What you have to do -> Return the full listing, so that each line matches the original exactly.

==== Record excerpts

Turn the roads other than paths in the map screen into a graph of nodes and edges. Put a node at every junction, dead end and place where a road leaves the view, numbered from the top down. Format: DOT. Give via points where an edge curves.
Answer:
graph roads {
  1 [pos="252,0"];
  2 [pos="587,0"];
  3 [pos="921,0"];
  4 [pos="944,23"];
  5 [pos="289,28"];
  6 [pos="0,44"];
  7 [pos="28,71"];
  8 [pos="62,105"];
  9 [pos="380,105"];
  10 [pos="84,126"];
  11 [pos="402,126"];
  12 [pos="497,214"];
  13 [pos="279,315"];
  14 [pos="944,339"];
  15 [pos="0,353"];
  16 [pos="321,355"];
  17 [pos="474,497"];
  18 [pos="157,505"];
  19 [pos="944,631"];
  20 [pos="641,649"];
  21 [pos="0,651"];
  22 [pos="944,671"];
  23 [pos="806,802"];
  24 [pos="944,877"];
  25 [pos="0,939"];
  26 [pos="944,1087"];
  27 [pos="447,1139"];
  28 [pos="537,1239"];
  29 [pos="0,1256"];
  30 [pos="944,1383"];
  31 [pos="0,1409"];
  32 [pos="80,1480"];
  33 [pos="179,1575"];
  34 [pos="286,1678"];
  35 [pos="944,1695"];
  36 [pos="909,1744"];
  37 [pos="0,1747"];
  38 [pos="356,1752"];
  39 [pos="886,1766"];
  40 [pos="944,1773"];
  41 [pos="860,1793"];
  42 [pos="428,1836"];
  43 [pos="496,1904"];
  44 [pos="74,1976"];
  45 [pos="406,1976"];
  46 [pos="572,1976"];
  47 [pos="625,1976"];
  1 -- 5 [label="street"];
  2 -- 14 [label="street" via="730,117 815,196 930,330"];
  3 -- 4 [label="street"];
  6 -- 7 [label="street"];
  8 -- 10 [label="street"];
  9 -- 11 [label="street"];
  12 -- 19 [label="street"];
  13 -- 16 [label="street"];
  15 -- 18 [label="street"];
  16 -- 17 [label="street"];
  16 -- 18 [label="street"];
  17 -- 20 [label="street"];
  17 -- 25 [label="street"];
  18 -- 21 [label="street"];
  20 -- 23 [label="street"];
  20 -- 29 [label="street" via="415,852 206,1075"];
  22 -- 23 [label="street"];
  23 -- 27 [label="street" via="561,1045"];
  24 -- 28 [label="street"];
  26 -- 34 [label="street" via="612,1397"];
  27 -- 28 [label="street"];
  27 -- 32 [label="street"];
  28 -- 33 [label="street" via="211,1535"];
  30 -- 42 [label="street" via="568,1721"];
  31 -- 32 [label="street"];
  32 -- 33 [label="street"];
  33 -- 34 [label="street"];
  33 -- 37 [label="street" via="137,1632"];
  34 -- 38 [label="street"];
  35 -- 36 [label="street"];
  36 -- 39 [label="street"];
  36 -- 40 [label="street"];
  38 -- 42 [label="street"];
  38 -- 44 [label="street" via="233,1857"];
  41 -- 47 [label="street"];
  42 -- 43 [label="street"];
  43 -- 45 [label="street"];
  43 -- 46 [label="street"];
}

========

Response to this exercise ->
Turn the roads other than paths in the map screen into a graph of nodes and edges. Put a node at every junction, dead end and place where a road leaves the view, numbered from the top down. Format: DOT. Give via points where an edge curves.
Answer:
graph roads {
  1 [pos="252,0"];
  2 [pos="587,0"];
  3 [pos="921,0"];
  4 [pos="944,23"];
  5 [pos="289,28"];
  6 [pos="0,44"];
  7 [pos="28,71"];
  8 [pos="62,105"];
  9 [pos="380,105"];
  10 [pos="84,126"];
  11 [pos="402,126"];
  12 [pos="497,214"];
  13 [pos="279,315"];
  14 [pos="944,339"];
  15 [pos="0,353"];
  16 [pos="321,355"];
  17 [pos="474,497"];
  18 [pos="157,505"];
  19 [pos="944,631"];
  20 [pos="641,649"];
  21 [pos="0,651"];
  22 [pos="944,671"];
  23 [pos="806,802"];
  24 [pos="944,877"];
  25 [pos="0,939"];
  26 [pos="944,1087"];
  27 [pos="447,1139"];
  28 [pos="537,1239"];
  29 [pos="0,1256"];
  30 [pos="944,1383"];
  31 [pos="0,1409"];
  32 [pos="80,1480"];
  33 [pos="179,1575"];
  34 [pos="286,1678"];
  35 [pos="944,1695"];
  36 [pos="909,1744"];
  37 [pos="0,1747"];
  38 [pos="356,1752"];
  39 [pos="886,1766"];
  40 [pos="944,1773"];
  41 [pos="860,1793"];
  42 [pos="428,1836"];
  43 [pos="496,1904"];
  44 [pos="74,1976"];
  45 [pos="406,1976"];
  46 [pos="572,1976"];
  47 [pos="625,1976"];
  1 -- 5 [label="street"];
  2 -- 14 [label="street" via="730,117 815,196 930,330"];
  3 -- 4 [label="street"];
  6 -- 7 [label="street"];
  8 -- 10 [label="street"];
  9 -- 11 [label="street"];
  12 -- 19 [label="street"];
  13 -- 16 [label="street"];
  15 -- 18 [label="street"];
  16 -- 17 [label="street"];
  16 -- 18 [label="street"];
  17 -- 20 [label="street"];
  17 -- 25 [label="street"];
  18 -- 21 [label="street"];
  20 -- 23 [label="street"];
  20 -- 29 [label="street" via="415,852 206,1075"];
  22 -- 23 [label="street"];
  23 -- 27 [label="street" via="561,1045"];
  24 -- 28 [label="street"];
  26 -- 34 [label="street" via="612,1397"];
  27 -- 28 [label="street"];
  27 -- 32 [label="street"];
  28 -- 33 [label="street" via="211,1535"];
  30 -- 42 [label="street" via="568,1721"];
  31 -- 32 [label="street"];
  32 -- 33 [label="street"];
  33 -- 34 [label="street"];
  33 -- 37 [label="street" via="137,1632"];
  34 -- 38 [label="street"];
  35 -- 36 [label="street"];
  36 -- 39 [label="street"];
  36 -- 40 [label="street"];
  38 -- 42 [label="street"];
  38 -- 44 [label="street" via="233,1857"];
  41 -- 47 [label="street"];
  42 -- 43 [label="street"];
  43 -- 45 [label="street"];
  43 -- 46 [label="street"];
}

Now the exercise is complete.